**Problem:** Which of the lines below contain the string "伊丹堂元屋舗線"? Pull each one out of the data.

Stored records

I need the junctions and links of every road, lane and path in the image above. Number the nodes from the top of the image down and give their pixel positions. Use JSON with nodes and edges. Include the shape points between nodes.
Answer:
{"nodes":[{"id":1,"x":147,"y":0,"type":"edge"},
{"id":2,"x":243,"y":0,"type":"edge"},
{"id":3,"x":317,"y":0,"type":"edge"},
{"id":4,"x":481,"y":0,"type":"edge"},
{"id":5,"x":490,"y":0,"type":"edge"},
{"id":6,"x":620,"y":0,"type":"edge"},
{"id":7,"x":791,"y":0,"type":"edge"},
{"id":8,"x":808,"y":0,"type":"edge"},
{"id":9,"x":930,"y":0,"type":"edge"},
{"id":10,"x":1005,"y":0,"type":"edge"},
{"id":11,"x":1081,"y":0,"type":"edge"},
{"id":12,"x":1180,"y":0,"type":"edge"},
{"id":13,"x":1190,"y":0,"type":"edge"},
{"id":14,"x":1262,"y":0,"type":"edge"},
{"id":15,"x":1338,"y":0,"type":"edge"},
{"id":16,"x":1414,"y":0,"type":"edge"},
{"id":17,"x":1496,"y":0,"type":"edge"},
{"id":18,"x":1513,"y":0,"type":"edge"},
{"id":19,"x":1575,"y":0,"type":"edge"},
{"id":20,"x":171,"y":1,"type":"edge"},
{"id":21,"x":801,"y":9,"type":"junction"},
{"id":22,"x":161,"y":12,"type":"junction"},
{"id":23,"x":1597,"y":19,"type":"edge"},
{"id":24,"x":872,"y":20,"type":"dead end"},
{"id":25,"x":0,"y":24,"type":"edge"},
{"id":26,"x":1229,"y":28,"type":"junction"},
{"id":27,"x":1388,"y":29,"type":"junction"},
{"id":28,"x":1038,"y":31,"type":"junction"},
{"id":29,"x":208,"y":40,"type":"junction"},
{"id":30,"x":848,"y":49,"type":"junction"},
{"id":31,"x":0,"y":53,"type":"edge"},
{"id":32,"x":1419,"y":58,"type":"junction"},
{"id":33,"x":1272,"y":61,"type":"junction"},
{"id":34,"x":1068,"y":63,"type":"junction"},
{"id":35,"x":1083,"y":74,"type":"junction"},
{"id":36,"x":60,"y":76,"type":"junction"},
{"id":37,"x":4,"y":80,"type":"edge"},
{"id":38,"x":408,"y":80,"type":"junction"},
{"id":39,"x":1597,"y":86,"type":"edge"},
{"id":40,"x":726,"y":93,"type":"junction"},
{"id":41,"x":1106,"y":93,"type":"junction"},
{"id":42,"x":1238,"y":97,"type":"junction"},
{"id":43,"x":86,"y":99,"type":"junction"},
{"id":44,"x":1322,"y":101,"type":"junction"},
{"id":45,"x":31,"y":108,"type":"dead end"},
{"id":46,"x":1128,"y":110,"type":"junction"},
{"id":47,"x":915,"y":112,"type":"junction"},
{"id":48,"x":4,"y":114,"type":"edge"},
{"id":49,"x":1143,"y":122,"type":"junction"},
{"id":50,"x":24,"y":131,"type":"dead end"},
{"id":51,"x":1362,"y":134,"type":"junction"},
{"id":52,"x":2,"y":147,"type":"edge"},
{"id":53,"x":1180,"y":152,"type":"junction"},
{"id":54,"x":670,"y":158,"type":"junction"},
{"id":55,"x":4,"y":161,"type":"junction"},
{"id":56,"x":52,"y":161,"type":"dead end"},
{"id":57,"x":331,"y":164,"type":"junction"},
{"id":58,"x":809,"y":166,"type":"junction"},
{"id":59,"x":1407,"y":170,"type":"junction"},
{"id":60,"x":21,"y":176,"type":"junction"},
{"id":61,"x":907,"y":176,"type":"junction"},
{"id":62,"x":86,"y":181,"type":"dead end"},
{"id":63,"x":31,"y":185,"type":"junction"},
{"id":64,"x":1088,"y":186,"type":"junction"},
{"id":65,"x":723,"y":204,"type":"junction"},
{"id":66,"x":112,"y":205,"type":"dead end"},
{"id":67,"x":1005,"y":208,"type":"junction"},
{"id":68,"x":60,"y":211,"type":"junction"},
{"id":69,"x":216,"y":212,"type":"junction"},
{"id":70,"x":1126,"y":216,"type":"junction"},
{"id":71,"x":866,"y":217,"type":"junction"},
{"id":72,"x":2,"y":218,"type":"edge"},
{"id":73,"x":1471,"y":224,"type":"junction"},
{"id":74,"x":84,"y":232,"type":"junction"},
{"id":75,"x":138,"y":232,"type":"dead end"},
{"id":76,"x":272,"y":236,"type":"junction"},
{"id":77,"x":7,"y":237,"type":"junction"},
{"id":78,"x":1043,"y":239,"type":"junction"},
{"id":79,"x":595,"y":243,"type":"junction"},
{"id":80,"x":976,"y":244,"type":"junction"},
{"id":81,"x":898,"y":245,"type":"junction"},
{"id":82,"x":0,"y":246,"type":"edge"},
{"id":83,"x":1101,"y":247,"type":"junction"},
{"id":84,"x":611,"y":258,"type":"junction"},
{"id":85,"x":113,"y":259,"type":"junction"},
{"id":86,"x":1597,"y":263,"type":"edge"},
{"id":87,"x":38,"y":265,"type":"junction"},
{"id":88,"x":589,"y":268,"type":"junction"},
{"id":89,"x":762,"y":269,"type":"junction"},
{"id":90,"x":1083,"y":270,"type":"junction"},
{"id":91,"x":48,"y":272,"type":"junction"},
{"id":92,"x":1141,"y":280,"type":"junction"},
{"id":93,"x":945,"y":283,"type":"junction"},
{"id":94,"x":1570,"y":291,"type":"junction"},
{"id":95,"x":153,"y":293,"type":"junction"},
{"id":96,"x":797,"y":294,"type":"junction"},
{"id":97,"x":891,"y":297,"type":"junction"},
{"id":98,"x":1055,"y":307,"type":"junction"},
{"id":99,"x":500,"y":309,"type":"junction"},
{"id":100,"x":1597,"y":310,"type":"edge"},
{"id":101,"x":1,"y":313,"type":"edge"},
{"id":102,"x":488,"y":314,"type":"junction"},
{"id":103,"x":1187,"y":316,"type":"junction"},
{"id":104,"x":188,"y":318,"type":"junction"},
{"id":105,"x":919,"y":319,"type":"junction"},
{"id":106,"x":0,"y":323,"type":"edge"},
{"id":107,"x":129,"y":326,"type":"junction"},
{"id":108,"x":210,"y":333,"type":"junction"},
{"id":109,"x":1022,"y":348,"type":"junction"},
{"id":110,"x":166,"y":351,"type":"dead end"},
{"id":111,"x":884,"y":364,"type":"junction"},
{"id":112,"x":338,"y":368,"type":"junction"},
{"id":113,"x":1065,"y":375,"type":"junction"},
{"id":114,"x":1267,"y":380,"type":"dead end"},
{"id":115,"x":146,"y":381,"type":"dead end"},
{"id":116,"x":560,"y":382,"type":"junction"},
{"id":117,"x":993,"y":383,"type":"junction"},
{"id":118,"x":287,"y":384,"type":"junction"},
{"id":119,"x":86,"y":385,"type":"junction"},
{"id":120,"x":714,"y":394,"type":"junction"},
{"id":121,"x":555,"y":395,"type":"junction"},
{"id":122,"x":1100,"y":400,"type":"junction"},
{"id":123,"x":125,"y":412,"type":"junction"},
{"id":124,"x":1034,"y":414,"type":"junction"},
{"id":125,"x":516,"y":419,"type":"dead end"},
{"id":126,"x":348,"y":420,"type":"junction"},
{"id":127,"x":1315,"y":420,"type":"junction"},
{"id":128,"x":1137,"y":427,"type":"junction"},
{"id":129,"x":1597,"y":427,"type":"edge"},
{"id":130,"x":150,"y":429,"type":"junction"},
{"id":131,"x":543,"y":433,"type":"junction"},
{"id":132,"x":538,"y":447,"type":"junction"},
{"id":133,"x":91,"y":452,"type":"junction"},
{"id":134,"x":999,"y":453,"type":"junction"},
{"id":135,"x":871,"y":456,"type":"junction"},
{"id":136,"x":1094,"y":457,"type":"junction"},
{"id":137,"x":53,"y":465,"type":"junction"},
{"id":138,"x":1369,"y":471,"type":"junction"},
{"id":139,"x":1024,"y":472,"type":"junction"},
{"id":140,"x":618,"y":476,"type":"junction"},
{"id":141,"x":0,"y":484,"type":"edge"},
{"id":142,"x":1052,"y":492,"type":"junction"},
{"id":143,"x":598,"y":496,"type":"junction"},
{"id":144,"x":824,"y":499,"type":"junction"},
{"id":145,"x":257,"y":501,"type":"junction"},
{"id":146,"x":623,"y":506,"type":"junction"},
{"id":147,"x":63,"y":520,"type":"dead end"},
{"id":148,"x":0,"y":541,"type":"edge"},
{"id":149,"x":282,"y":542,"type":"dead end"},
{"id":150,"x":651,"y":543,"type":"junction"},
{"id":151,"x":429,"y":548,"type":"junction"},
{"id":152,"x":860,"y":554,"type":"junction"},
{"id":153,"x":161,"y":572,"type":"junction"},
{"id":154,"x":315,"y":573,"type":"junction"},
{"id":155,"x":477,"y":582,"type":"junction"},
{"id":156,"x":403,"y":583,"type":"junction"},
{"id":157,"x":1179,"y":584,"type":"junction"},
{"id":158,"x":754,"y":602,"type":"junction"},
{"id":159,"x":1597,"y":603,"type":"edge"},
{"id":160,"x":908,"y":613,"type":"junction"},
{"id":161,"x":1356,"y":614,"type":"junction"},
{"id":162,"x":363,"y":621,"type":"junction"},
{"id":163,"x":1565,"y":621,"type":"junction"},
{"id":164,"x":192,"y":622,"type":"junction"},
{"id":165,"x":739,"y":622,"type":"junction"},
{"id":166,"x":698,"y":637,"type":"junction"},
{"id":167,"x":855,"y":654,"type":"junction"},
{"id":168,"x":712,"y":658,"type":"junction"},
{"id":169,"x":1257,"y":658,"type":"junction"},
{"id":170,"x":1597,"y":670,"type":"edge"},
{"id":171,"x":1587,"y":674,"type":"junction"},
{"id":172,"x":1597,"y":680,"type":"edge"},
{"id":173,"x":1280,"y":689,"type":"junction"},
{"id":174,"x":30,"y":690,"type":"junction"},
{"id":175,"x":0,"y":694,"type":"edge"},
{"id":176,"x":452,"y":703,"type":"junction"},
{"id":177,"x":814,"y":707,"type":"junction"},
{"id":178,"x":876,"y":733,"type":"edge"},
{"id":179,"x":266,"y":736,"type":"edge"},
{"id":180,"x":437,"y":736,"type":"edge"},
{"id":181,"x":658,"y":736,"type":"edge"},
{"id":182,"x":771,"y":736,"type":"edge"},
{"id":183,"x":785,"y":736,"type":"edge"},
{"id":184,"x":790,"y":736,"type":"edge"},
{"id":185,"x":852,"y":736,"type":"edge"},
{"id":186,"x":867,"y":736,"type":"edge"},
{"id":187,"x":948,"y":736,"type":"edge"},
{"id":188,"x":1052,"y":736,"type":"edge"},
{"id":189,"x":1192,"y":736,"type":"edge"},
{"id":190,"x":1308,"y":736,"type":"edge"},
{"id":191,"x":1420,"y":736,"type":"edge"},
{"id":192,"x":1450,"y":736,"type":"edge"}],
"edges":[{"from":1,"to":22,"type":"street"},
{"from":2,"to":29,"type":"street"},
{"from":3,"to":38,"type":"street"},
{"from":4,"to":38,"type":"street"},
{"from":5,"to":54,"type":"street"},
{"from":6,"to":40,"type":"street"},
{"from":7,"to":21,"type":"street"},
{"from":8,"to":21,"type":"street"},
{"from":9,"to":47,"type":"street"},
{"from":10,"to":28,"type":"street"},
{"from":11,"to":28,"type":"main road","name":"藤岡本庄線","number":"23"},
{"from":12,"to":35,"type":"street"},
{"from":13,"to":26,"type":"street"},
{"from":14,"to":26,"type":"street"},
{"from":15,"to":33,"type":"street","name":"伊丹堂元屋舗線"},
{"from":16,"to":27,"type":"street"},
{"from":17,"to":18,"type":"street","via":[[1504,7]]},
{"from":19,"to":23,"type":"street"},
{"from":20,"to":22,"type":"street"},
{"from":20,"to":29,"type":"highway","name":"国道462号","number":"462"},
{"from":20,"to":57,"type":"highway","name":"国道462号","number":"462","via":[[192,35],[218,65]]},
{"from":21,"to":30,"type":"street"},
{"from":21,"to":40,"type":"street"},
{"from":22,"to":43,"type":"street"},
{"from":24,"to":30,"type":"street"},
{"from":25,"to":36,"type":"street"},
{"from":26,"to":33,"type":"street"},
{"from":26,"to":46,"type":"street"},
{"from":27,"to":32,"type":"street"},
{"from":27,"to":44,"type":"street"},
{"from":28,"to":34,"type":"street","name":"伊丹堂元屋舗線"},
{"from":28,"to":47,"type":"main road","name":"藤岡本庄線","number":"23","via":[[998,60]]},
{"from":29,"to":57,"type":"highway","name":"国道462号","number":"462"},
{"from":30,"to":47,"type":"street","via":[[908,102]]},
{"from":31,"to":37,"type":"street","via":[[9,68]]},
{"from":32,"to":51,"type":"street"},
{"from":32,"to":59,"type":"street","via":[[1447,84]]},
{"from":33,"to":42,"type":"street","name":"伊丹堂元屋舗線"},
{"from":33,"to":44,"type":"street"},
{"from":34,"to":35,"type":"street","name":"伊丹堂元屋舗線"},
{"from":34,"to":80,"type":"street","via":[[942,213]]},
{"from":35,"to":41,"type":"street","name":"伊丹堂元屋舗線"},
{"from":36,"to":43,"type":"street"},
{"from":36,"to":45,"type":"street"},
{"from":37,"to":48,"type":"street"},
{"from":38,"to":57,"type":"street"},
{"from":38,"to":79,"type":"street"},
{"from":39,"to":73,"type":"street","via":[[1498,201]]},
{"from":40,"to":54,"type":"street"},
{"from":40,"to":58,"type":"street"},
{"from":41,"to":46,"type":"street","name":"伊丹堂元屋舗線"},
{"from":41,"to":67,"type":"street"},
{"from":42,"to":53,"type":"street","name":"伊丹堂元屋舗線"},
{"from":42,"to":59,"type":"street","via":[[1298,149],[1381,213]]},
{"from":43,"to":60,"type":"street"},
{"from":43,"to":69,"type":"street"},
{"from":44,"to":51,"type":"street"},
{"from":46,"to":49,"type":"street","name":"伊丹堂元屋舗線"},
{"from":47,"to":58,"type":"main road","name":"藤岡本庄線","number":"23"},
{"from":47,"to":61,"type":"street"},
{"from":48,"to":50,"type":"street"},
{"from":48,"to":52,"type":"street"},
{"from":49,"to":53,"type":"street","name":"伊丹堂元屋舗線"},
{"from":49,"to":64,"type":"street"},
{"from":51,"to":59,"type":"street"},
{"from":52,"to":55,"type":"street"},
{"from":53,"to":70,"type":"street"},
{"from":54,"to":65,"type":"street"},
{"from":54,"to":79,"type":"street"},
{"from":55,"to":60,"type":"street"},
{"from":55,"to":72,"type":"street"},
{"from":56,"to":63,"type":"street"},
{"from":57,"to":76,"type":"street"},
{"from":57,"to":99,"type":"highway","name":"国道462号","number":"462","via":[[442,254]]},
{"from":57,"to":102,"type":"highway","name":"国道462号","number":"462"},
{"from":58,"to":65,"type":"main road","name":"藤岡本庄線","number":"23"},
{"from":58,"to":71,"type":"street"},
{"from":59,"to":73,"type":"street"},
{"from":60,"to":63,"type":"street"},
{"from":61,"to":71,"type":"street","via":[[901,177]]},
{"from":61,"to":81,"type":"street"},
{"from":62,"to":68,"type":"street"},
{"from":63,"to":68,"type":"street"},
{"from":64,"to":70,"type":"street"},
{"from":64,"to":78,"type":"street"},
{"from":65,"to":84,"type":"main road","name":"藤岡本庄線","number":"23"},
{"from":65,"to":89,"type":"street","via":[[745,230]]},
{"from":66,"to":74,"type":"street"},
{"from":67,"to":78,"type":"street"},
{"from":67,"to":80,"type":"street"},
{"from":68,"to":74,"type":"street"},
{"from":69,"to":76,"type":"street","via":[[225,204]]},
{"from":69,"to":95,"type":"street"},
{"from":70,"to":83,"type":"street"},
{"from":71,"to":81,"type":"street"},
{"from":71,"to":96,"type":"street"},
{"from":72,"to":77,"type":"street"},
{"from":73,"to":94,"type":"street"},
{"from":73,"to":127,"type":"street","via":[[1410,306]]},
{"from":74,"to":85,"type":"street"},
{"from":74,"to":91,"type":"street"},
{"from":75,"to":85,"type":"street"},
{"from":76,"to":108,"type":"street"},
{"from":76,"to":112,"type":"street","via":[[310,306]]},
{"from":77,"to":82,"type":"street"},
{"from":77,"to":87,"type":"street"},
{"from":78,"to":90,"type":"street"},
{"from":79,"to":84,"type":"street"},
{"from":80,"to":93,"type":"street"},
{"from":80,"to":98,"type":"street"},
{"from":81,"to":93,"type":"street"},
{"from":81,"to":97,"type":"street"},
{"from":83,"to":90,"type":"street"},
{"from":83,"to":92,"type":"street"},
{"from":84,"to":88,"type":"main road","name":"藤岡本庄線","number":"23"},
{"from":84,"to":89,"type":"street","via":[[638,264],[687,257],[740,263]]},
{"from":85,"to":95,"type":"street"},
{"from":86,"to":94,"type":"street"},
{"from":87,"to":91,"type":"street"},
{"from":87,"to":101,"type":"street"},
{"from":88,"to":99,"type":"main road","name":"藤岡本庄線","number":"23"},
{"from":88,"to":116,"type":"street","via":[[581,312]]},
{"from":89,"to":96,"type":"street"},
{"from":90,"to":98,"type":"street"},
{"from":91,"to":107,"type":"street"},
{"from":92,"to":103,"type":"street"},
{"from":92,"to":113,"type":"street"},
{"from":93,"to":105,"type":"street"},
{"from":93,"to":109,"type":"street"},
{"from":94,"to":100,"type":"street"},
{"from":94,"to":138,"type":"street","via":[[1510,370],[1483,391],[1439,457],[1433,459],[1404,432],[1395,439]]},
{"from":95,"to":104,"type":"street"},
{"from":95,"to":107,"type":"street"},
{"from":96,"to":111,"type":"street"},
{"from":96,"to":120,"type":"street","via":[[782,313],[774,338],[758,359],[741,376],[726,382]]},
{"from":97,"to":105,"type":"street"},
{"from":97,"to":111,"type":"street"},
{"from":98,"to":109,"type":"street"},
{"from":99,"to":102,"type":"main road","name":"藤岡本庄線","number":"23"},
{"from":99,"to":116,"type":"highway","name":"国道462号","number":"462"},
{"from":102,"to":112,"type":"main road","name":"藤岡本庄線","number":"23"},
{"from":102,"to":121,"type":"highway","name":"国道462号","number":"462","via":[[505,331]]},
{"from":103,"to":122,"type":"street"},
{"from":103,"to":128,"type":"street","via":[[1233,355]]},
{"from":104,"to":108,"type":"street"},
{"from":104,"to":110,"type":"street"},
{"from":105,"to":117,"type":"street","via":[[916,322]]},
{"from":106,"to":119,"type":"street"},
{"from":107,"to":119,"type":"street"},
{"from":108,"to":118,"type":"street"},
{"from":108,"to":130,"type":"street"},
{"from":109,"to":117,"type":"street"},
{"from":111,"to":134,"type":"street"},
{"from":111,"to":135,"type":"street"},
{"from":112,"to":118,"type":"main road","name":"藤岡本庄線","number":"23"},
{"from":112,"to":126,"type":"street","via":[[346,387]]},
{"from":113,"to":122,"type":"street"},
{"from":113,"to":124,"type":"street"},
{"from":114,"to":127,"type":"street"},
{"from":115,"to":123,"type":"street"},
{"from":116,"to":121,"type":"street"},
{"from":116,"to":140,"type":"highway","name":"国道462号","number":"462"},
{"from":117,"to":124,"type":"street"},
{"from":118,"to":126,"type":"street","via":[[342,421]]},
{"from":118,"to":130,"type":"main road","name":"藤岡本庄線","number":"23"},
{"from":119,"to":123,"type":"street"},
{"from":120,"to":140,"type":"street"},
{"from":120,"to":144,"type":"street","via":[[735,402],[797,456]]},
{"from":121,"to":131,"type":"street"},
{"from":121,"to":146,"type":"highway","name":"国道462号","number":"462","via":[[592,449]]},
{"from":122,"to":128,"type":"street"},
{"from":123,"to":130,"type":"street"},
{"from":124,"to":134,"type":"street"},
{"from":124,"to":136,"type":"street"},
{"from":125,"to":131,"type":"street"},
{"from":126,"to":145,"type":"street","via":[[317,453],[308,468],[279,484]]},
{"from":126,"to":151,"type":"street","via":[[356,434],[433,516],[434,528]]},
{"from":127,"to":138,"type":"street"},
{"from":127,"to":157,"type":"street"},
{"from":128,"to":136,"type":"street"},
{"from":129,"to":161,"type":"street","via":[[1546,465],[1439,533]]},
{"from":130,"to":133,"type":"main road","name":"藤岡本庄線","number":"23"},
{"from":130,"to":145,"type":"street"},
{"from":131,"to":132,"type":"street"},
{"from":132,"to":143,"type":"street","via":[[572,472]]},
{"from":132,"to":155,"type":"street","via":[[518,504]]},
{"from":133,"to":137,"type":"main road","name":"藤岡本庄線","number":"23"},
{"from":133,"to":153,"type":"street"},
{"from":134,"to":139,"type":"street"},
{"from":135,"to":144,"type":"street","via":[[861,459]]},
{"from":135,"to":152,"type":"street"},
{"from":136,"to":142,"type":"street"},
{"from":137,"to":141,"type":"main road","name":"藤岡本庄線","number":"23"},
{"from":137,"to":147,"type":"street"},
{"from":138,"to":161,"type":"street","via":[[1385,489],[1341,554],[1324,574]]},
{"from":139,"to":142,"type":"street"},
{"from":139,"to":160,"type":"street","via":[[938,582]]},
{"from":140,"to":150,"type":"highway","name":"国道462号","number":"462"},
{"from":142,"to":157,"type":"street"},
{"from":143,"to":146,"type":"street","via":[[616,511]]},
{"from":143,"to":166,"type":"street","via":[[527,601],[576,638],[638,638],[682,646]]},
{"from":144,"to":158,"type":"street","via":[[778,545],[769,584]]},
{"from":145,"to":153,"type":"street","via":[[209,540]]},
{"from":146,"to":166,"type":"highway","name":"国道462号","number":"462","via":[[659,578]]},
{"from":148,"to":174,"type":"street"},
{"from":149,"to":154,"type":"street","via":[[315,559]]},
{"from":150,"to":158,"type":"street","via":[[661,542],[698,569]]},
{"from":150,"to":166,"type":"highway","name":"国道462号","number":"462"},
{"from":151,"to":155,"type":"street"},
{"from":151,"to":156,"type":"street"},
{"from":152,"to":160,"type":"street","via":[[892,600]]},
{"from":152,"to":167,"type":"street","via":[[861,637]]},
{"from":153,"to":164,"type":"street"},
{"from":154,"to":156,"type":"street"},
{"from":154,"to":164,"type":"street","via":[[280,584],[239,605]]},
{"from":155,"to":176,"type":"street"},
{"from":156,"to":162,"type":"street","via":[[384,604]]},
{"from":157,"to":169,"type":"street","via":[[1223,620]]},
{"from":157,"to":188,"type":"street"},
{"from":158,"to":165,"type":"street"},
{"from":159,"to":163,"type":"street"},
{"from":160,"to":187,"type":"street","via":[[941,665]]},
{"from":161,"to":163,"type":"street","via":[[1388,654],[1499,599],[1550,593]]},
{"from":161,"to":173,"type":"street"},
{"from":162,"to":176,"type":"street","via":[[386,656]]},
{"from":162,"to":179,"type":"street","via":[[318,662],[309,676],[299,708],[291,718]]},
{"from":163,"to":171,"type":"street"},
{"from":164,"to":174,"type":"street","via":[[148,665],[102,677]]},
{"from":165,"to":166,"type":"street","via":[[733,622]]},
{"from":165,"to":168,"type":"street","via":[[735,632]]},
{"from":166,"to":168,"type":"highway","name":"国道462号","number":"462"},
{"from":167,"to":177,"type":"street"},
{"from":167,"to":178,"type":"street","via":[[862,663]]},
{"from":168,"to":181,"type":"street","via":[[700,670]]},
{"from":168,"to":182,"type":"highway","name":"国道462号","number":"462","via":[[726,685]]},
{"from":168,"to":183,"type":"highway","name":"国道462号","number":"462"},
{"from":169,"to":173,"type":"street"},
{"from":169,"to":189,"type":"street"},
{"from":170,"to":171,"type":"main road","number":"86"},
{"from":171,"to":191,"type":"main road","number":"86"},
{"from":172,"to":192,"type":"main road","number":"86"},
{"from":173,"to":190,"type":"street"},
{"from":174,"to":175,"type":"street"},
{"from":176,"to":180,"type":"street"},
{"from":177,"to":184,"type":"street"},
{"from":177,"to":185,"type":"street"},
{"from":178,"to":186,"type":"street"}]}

**Result of this task:**
{"from":15,"to":33,"type":"street","name":"伊丹堂元屋舗線"},
{"from":28,"to":34,"type":"street","name":"伊丹堂元屋舗線"},
{"from":33,"to":42,"type":"street","name":"伊丹堂元屋舗線"},
{"from":34,"to":35,"type":"street","name":"伊丹堂元屋舗線"},
{"from":35,"to":41,"type":"street","name":"伊丹堂元屋舗線"},
{"from":41,"to":46,"type":"street","name":"伊丹堂元屋舗線"},
{"from":42,"to":53,"type":"street","name":"伊丹堂元屋舗線"},
{"from":46,"to":49,"type":"street","name":"伊丹堂元屋舗線"},
{"from":49,"to":53,"type":"street","name":"伊丹堂元屋舗線"},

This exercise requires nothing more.